___ The data ___

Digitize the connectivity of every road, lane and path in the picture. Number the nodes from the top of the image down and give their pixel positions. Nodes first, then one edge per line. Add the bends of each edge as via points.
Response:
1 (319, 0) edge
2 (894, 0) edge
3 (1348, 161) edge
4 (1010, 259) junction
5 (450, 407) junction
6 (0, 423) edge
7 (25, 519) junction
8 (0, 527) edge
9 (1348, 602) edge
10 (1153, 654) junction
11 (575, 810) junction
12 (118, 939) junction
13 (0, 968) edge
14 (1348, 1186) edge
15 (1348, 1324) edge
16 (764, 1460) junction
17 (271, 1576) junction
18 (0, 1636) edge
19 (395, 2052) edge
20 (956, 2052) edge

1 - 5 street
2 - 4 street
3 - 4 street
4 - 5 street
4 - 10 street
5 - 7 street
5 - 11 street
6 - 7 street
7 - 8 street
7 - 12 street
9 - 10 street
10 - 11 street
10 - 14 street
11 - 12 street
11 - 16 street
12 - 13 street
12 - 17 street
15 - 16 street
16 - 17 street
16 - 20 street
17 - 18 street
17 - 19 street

___

**Your task**
All of the material above needs to be output exactly, with no line left out.

**Response for this exercise**
Digitize the connectivity of every road, lane and path in the picture. Number the nodes from the top of the image down and give their pixel positions. Nodes first, then one edge per line. Add the bends of each edge as via points.
Response:
1 (319, 0) edge
2 (894, 0) edge
3 (1348, 161) edge
4 (1010, 259) junction
5 (450, 407) junction
6 (0, 423) edge
7 (25, 519) junction
8 (0, 527) edge
9 (1348, 602) edge
10 (1153, 654) junction
11 (575, 810) junction
12 (118, 939) junction
13 (0, 968) edge
14 (1348, 1186) edge
15 (1348, 1324) edge
16 (764, 1460) junction
17 (271, 1576) junction
18 (0, 1636) edge
19 (395, 2052) edge
20 (956, 2052) edge

1 - 5 street
2 - 4 street
3 - 4 street
4 - 5 street
4 - 10 street
5 - 7 street
5 - 11 street
6 - 7 street
7 - 8 street
7 - 12 street
9 - 10 street
10 - 11 street
10 - 14 street
11 - 12 street
11 - 16 street
12 - 13 street
12 - 17 street
15 - 16 street
16 - 17 street
16 - 20 street
17 - 18 street
17 - 19 street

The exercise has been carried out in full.